Nein, es gibt wichtigere Dinge im Leben eines jungen Mannes, und eines der bedeutendsten Themen ist für gewöhnlich eine junge Frau. Oder auch mehrere. Jungs sind nun mal Jungs, und da verwundert es auch nicht, wenn Sänger Kyle Falconer in einem Interview gesteht, dass der Titel des zweiten Albums "Which bitch?" auf eine scheinbar allgegenwärtige Frage zurückführt: "Which bitch am I singing about in this song?" Generell behandelt das Album die Erfahrungen einer Truppe um vier Halbwüchsige um die 22, Erfahrungen, die sicher gar nicht so selten auftreten.
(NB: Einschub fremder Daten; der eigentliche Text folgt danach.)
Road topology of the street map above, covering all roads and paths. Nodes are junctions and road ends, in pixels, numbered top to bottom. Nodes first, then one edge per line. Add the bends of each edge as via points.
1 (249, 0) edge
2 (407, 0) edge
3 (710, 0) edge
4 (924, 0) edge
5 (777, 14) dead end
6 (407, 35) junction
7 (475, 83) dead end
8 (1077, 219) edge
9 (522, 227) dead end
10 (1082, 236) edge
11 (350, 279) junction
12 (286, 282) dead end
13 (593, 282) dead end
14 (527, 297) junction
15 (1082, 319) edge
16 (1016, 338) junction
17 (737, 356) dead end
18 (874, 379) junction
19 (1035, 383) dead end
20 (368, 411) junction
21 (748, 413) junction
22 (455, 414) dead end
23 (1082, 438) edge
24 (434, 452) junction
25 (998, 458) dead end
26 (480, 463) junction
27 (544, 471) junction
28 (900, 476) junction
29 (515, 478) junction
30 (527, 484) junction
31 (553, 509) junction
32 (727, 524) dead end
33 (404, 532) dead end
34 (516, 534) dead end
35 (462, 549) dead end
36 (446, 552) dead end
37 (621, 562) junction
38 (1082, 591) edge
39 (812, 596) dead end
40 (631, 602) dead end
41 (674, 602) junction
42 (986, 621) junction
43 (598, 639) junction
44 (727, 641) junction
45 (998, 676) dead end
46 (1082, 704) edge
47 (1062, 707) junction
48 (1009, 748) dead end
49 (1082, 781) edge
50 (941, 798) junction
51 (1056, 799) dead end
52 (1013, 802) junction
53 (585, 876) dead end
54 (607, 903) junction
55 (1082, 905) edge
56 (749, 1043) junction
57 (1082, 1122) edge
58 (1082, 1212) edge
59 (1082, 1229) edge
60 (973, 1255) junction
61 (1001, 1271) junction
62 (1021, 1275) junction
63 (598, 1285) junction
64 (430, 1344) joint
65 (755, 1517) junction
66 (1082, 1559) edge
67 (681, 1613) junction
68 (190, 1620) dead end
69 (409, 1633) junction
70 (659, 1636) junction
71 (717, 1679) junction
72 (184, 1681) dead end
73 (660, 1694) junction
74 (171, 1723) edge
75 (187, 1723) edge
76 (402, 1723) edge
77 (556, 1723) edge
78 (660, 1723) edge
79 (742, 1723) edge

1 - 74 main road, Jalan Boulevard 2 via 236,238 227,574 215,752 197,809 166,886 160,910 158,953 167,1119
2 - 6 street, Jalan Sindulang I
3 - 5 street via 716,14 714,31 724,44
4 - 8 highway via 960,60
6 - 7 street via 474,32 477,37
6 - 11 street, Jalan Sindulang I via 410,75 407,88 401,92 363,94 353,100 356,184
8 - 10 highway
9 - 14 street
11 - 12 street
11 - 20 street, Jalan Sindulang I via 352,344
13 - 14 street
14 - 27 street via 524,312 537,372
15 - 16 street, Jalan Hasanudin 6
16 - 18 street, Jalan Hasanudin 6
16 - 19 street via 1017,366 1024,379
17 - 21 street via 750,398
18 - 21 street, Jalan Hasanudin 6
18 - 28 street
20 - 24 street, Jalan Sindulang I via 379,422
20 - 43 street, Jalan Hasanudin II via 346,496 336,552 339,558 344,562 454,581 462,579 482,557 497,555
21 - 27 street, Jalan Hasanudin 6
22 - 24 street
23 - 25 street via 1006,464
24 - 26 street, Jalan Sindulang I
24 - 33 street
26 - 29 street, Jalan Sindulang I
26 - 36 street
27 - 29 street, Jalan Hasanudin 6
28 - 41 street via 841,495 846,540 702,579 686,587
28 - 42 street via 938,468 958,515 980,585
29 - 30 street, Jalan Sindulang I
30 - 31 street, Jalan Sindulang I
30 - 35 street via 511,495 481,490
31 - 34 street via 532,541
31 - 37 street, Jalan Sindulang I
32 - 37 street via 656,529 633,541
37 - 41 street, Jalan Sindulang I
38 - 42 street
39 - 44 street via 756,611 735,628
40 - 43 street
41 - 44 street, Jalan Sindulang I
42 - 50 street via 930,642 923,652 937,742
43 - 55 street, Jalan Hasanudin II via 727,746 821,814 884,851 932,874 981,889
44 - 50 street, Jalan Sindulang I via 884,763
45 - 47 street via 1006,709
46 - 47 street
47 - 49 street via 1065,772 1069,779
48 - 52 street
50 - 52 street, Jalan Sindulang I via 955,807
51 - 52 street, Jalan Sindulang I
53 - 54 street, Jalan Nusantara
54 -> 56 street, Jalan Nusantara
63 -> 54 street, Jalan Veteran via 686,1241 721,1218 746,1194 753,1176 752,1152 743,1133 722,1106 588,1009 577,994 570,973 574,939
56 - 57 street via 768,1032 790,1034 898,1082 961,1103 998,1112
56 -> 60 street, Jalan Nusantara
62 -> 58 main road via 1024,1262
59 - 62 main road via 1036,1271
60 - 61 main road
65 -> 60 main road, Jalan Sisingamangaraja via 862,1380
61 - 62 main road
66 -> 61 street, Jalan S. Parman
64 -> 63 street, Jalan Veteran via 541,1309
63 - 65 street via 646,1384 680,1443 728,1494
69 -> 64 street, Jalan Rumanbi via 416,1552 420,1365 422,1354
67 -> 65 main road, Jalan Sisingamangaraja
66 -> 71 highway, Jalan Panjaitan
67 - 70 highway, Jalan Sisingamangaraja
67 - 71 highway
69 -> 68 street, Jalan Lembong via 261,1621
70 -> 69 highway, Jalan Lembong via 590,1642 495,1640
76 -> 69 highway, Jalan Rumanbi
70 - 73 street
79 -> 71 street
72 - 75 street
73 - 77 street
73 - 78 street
Von Alkoholexzessen auf Tour über betrunkene Nächte auf dem Fußboden einer Kneipe und der Trennung wegen des vermeintlichen Alkoholproblems ist da die Rede. Das klingt, wenn man es liest, zunächst sicher grenzwertig. In musikalischer Form hätten The View aber kaum etwas Besseres zustande bringen können.
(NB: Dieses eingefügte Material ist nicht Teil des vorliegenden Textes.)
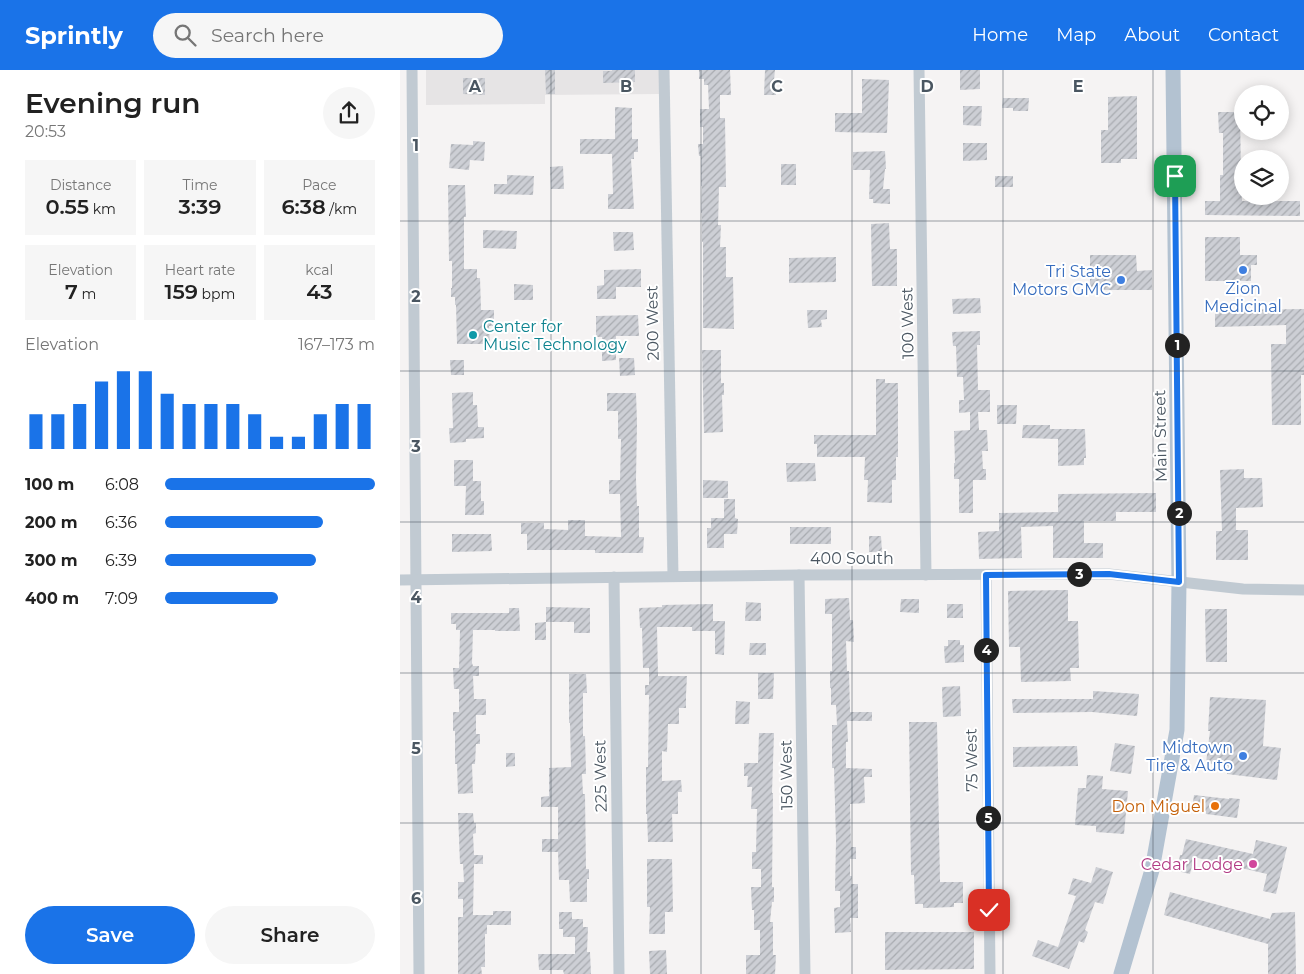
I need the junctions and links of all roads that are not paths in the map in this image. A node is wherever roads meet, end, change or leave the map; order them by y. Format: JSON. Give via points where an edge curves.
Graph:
{"nodes":[{"id":1,"x":412,"y":70,"type":"edge"},
{"id":2,"x":664,"y":70,"type":"edge"},
{"id":3,"x":919,"y":70,"type":"edge"},
{"id":4,"x":1173,"y":70,"type":"edge"},
{"id":5,"x":799,"y":575,"type":"junction"},
{"id":6,"x":926,"y":575,"type":"junction"},
{"id":7,"x":986,"y":575,"type":"junction"},
{"id":8,"x":673,"y":576,"type":"junction"},
{"id":9,"x":614,"y":577,"type":"junction"},
{"id":10,"x":400,"y":580,"type":"edge"},
{"id":11,"x":416,"y":580,"type":"junction"},
{"id":12,"x":1179,"y":582,"type":"junction"},
{"id":13,"x":1304,"y":590,"type":"edge"},
{"id":14,"x":419,"y":974,"type":"edge"},
{"id":15,"x":619,"y":974,"type":"edge"},
{"id":16,"x":805,"y":974,"type":"edge"},
{"id":17,"x":990,"y":974,"type":"edge"},
{"id":18,"x":1121,"y":974,"type":"edge"}],
"edges":[{"from":1,"to":11,"type":"street"},
{"from":2,"to":8,"type":"street","name":"200 West"},
{"from":3,"to":6,"type":"street","name":"100 West"},
{"from":4,"to":12,"type":"main road","name":"Main Street"},
{"from":5,"to":6,"type":"street","name":"400 South"},
{"from":5,"to":8,"type":"street","name":"400 South"},
{"from":5,"to":16,"type":"street","name":"150 West"},
{"from":6,"to":7,"type":"street","name":"400 South"},
{"from":7,"to":12,"type":"street","name":"400 South","via":[[1109,574]]},
{"from":7,"to":17,"type":"street","name":"75 West"},
{"from":8,"to":9,"type":"street","name":"400 South"},
{"from":9,"to":11,"type":"street","name":"400 South"},
{"from":9,"to":15,"type":"street","name":"225 West"},
{"from":10,"to":11,"type":"street","name":"400 South"},
{"from":11,"to":14,"type":"street"},
{"from":12,"to":13,"type":"street","name":"400 South","via":[[1243,589]]},
{"from":12,"to":18,"type":"main road","name":"Main Street","via":[[1177,730],[1152,870]]}]}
Das Album, erneut produziert von Owen Morris, beginnt mit "Typical time 2", quasi dem Eintrittssong in die Kneipe um die Ecke. Ein kleines, verspieltes Stück, unterlegt mit Piano und Mundharmonika, das den Hörer nicht erahnen lässt, was ihn in der nächsten knappen Stunde erwartet. Und das ist einiges: Da wäre beispielsweise "Unexpected", das die Inspiration durch die Alphamännchen von Oasis klar erkennen lässt, mit ungewohnten Streichern, aber auch Lagerfeueratmosphäre. Genau die Art von Song, die man nach einer durchzechten Nacht hören möchte, frühmorgens, auf dem Weg nach Hause. Das wiederum führt zu "Double yellow lines", der Anleitung für alle, die sich an den Straßenlinien orientieren, wenn sie versuchen, den Weg ins heimische Heim zu finden. So etwas scheint zwar eine stürmische Reise zu sein, aber dennoch führt sie direkt zum Ziel. Die Single "5Rebbeccas" ist die typische Live-Hymne, die stark an das Debüt erinnert, in Partylaune versetzt und mit Mitgröhlrefrain auftrumpft. Dabei sind The View aber eigentlich schon weiter, wie "Shock horror" beweist. Da sprudelt das Adrenalin fast über, und während Falconer sich im Refrain das Grüne hinter den Ohren wegbrüllt, ist das Gitarrenspiel das eigentliche Highlight des Songs.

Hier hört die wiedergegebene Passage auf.